Re: [flex-units] unit abbreviations and the flex()

On May 27, 2010, at 11:27 PM, Brad Kemper wrote:

> A { width:calc(1fl + fit-content); } 
> B { width:calc(2fl + fit-content); } 
> 
> In that situation, I expect any leftover space in the flexbox to be distributed to the width of the two boxes (if they are the only two). If the intrinsic widths of A+B is less than the width of the flexbox, then I expect "B" to be twice as wide as "A".

Oops. Actually, I should have said that I expect "B" to be reduced in width at twice the rate of "A". So for every 3px of space that is removed (after A+B fill the flexbox), 2px is removed from "B" and 1px is removed from "A" (the same rate that space was removed earlier, when there was still extra available to contribute to the widths, while the flexbox gets narrower).
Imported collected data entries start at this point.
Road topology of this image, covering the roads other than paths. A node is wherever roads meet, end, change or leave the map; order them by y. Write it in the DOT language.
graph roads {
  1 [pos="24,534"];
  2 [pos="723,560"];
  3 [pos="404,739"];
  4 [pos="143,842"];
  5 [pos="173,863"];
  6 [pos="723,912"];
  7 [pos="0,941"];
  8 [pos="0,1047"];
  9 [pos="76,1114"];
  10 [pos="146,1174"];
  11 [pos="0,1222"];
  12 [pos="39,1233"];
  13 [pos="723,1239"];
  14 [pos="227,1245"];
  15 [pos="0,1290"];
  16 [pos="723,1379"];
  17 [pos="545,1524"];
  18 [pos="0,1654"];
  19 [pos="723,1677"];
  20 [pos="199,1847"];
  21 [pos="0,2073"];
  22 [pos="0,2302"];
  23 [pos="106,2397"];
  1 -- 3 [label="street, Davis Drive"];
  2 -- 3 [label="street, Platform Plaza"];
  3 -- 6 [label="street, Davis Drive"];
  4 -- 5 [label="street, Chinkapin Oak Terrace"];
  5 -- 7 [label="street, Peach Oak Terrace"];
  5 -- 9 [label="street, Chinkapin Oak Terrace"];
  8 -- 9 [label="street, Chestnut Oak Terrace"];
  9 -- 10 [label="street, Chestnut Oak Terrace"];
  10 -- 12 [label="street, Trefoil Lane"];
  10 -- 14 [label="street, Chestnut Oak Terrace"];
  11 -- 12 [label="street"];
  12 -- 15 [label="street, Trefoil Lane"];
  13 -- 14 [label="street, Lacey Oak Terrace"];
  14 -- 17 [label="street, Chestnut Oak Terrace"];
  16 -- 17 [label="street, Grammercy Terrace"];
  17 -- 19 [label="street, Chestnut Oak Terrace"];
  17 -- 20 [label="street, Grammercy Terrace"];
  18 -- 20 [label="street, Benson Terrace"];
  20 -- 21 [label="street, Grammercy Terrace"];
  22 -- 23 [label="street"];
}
> If "A" is filled with lots of small text, then it could wrap. If "B" is a single very large letter, then the "B" might have some overflow. If I didn't want that, and wanted the flexbox to overflow, then I would put min-widths on A and B:
> 
> A, B { min-width:fit-content; }
> 
> That all seems pretty clear. And '- upto(fit-content)' or '- upto(10px)' just seems like a more complicated and unusual way to avoid adding a negative number. There is nothing at all unusual about adding negative numbers.